Home HPV tests are marketed as a convenient, accurate and discreet way to find out if you have human papillomavirus, a common infection that can lead to six cancers, as well as genital warts.
But should you skip the doctor visit and rely on a home test for this information? Our expert says no.
Home HPV tests are not approved by the Food and Drug Administration (FDA). There are ongoing studies to see if taking a sample at home and mailing it in yields accurate results.
“We believe at-home HPV testing is the future, but at this point, we would not recommend doing home testing,” says gynecologic oncologist Kathleen Schmeler, M.D.
Still want to take your chances with a mail-in HPV test? Here’s what Schmeler wants you to know.
Home HPV tests are not yet proven to be accurate
To perform an HPV test, your doctor takes a swab of your cervix to get a sample of cells from that area. That sample goes into a machine that tests for the presence of HPV. HPV testing is often combined with a Pap test, where a pathologist will look at that same sample under a microscope for abnormal cells that could indicate cancer or pre-cancer. The results of both tests are interpreted together to determine if further testing or treatment is needed.
Researchers have found that when women perform their own swab – called self-sampling – the HPV tests from those swabs are just as accurate as tests performed on swabs taken by a doctor. In other words, self-sampling, when done correctly, yields accurate results. But that’s not the whole story, says Schmeler.
“There’s a big jump from self-sampling in a controlled setting to getting a kit off the internet, taking a self-sample in your home and then mailing in the sample to be tested,” she says.
HPV tests are highly accurate, and self-sampling in a controlled environment is also accurate. But more research is needed to determine if self-sampling at home through mail-in testing works.
Virtually all cervical cancers are caused by HPV. Screening for cervical cancer begins at age 21, with a Pap test recommended every three years until age 29. For women age 30 or older, the recommendation is for HPV testing with an optional Pap test every five years.
HPV testing is not recommended before age 25. This is because more than 80% of people are infected with HPV at some point in their lifetime, usually in their teenage years or early 20s. Most people never know they had an HPV infection since the immune system clears the virus.
“Getting tested outside the recommended guidelines is unnecessary and may result in anxiety and confusion, or worse a delay in appropriate care,” says Schmeler.
It’s important to note that HPV also causes throat, penile and anal cancers in men. There is no approved HPV screening for men, even by a doctor. So, beware of tests that offer HPV screening for males outside of a clinical trial.
HPV testing shouldn’t be combined with at-home testing for other sexually transmitted infections
Some at-home HPV testing kits lump HPV testing in with other tests for sexually transmitted infections.

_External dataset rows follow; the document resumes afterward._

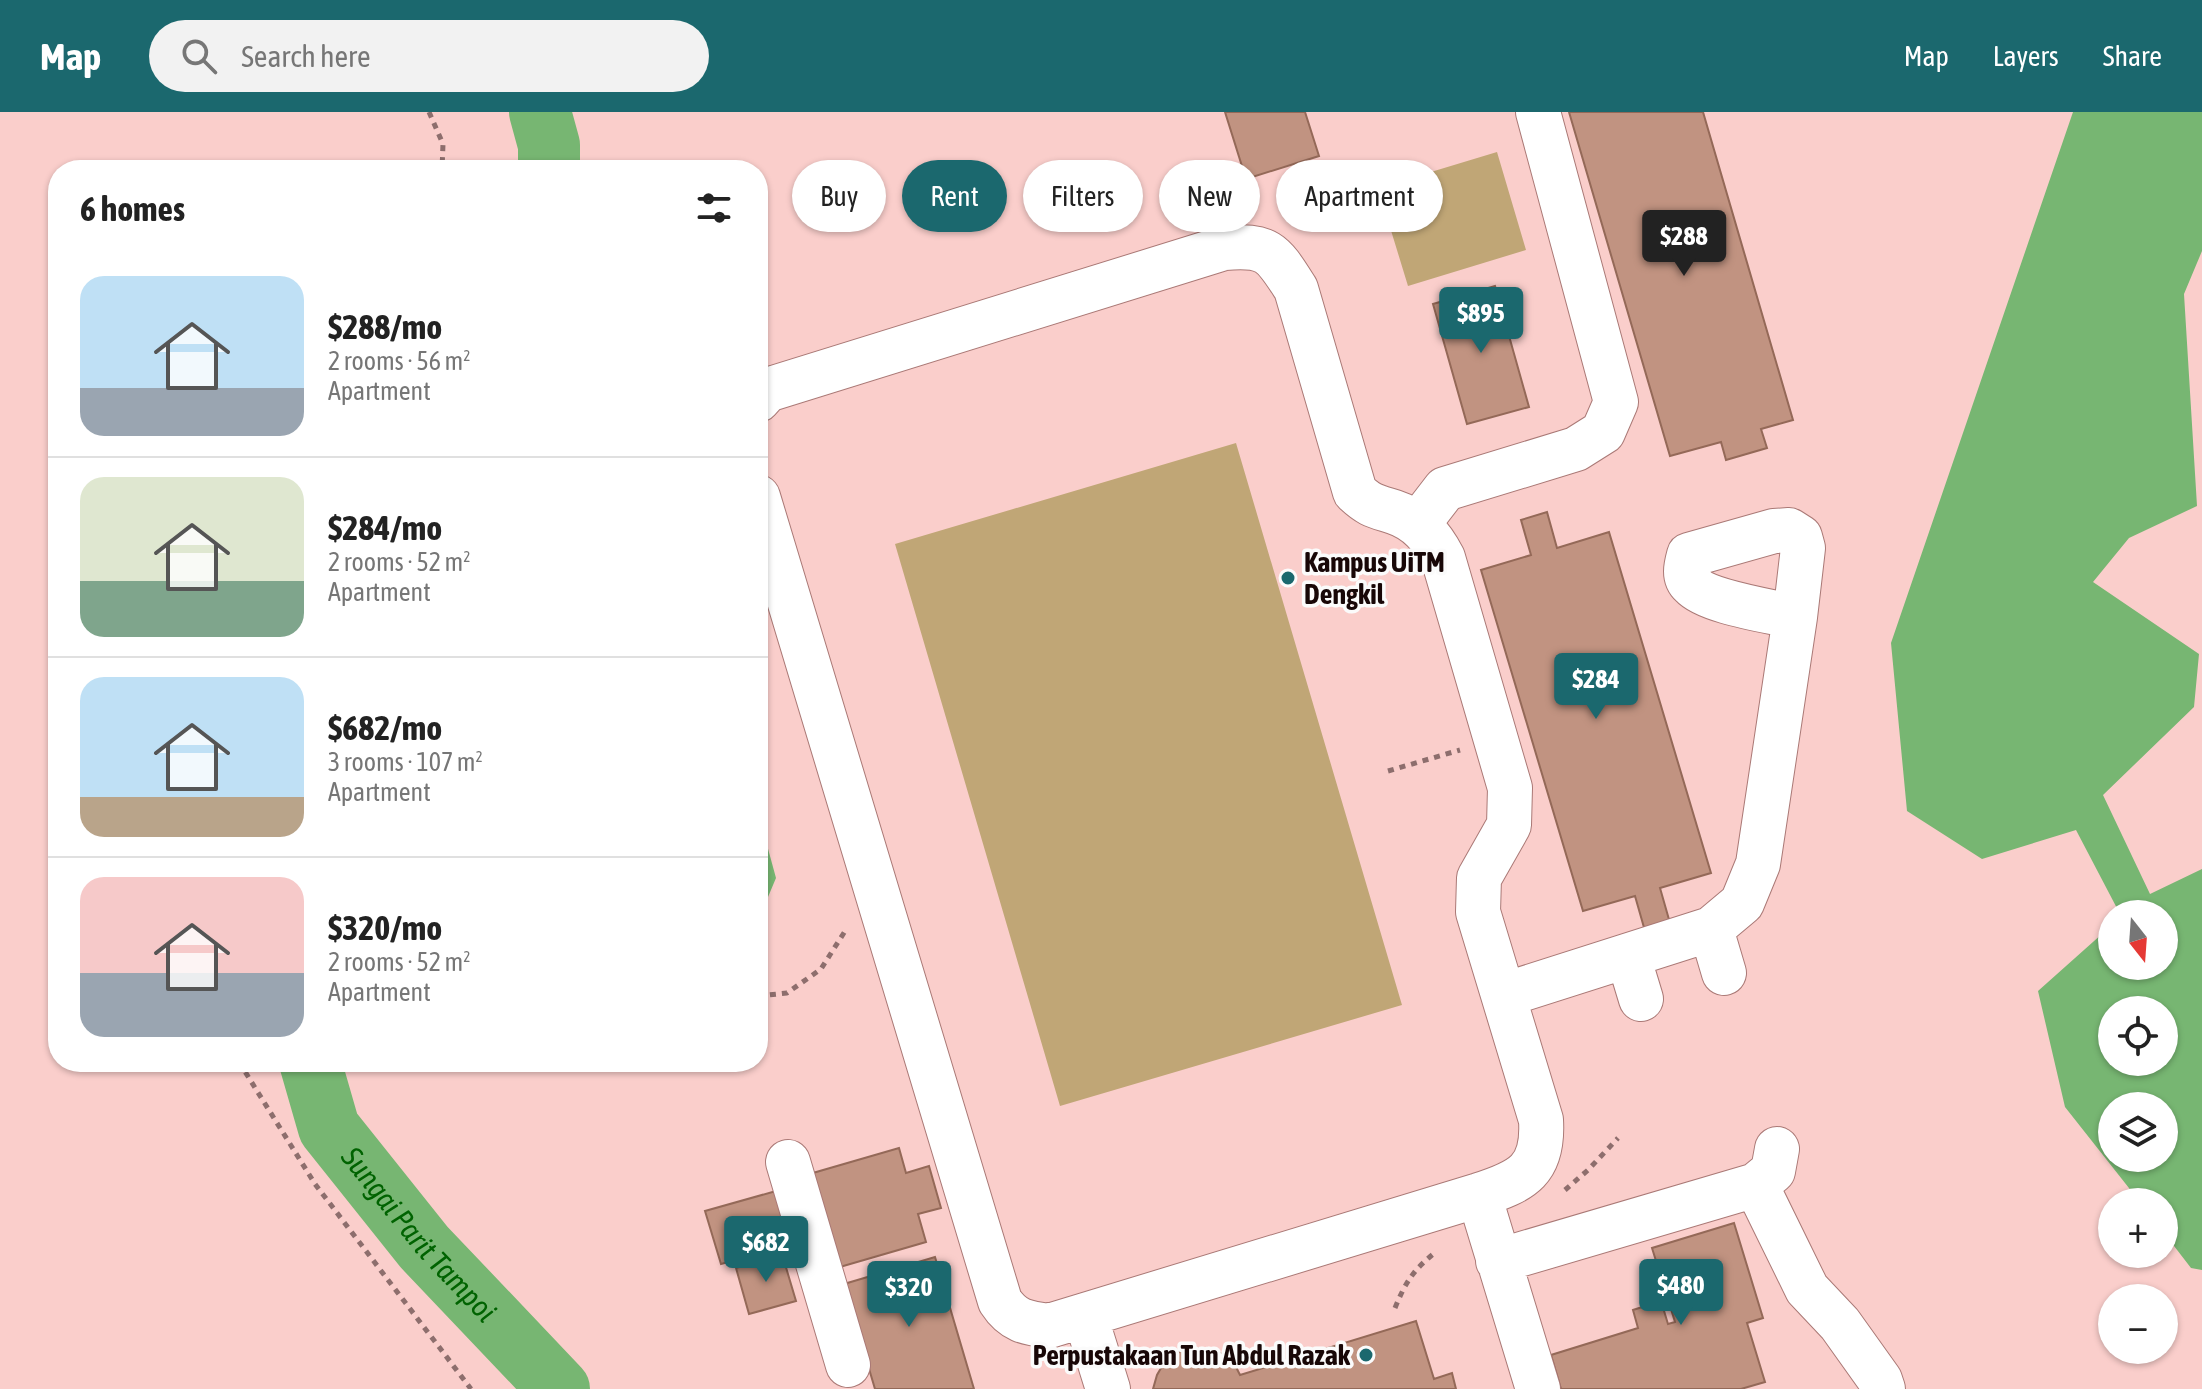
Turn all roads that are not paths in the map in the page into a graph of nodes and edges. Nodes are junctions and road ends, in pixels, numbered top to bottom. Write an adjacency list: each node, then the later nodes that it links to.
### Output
1 (1538, 112): 3 (lane)
2 (768, 390): 3 (lane)
3 (1418, 524): 9 (lane)
4 (768, 532): 14 (lane)
5 (1795, 617): 6 (lane)
6 (1711, 929): 7 (lane); 8 (lane)
7 (1628, 956): 9 (lane); 10 (lane)
8 (1724, 973)
9 (1504, 995): 12 (lane)
10 (1641, 999)
11 (788, 1162): 15 (lane)
12 (1479, 1195): 13 (lane); 14 (lane)
13 (1498, 1261): 17 (lane); 18 (lane)
14 (1085, 1315): 16 (lane)
15 (848, 1365)
16 (1108, 1389)
17 (1538, 1389)
18 (1883, 1389)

“Testing for chlamydia, gonorrhea, syphilis and other sexually transmitted infections follows specific guidelines based on age, symptoms and/or know exposure,” says Schmeler. “Screening for HPV is very different. It is a cancer screening test and not recommended for women under age 25; whereas, these other tests are.”
You need a doctor to help you understand and act on the results
A positive HPV test result can be alarming, but it doesn’t mean you have cancer. It does require follow-up with a health care provider, though.
“You should never do a test if you don’t have a health care provider to go to if your results are abnormal,” says Schmeler. “You have to have a plan for interpretation of the results and follow-up.”
If you do wind up in a doctor’s office after a positive mail-in result, they may need to repeat the test as well as perform additional tests.
“I think self-sampling at home is the future, and we’re very excited about it. But it needs more study,” says Schmeler. “There’s a reason the at-home HPV test kits are not FDA-approved yet.”
It is also important to note that if a woman is having symptoms such as abnormal bleeding, discharge or pain, she should see a health care provider for an examination rather than perform an at-home test for HPV or other infections.
The HPV vaccine saves lives
The best protection for both men and women against HPV and related cancers is the HPV vaccine. All males and females ages 9-26 should get the HPV vaccine. It is most effective when given at ages 11-12. Unvaccinated men and women ages 27-45 should also talk to their doctor about the benefits of the vaccine.
“We are so fortunate to have a safe and effective vaccine to prevent HPV-related cancers in both men and women,” Schmeler says.